Overview

The global challenge of internal displacement, exacerbated by conflict, climate-induced natural hazards and disasters, requires innovative and collaborative approaches to ensure effective responses. As of 2025, displacement continues to surge globally—with 3.7 million people uprooted within Ukraine due to conflict, 18.8 million internally displaced across the Horn of Africa from a mix of drought and violence, and millions more affected annually in South and Southeast Asia, where disasters like cyclones triggered at least 1.8 million displacements in 2023 alone. These figures are a stark reminder of the need for timely, accurate, and spatially detailed data and accessible ways to process it to inform humanitarian action and policy.

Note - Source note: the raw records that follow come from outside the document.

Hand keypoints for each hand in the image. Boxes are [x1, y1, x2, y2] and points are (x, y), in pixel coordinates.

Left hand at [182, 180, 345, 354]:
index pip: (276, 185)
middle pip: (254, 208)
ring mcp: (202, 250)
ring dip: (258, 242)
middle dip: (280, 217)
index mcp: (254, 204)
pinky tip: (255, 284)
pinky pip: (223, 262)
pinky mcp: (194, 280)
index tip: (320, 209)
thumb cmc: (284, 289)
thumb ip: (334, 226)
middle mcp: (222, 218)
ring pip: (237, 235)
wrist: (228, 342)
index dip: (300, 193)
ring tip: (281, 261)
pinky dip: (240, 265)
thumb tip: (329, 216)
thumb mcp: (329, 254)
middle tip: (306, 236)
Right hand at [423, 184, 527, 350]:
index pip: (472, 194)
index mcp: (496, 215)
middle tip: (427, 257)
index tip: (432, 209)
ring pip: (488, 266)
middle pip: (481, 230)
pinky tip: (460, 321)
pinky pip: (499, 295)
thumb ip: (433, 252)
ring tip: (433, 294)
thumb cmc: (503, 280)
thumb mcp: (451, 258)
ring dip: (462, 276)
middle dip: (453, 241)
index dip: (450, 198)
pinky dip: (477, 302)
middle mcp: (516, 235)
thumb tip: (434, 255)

This project—led by the Geographic Data Science Lab at the University of Liverpool, IOM’s Displacement Tracking Matrix and Snowflake’s End Data Disparity initiative —compares digital trace data with traditional sources to triangulate and improve displacement estimates.

By leveraging these diverse datasets, the project aims to enhance the precision and reliability of displacement estimates.

Using Ukraine as an initial case study, this approach illustrates the ability to generate actionable insights in diverse and complex settings requiring rapid data insights, policy and humanitarian responses. During the hackathon, the framework will be applied to a real-world climate-induced hazard scenario—the Pakistan floods of August 2022—to support timely, data-driven disaster response efforts.

This work has been developed in close partnership with operational agencies, ensuring its relevance to real-world needs and its potential to inform evidence-based decision-making.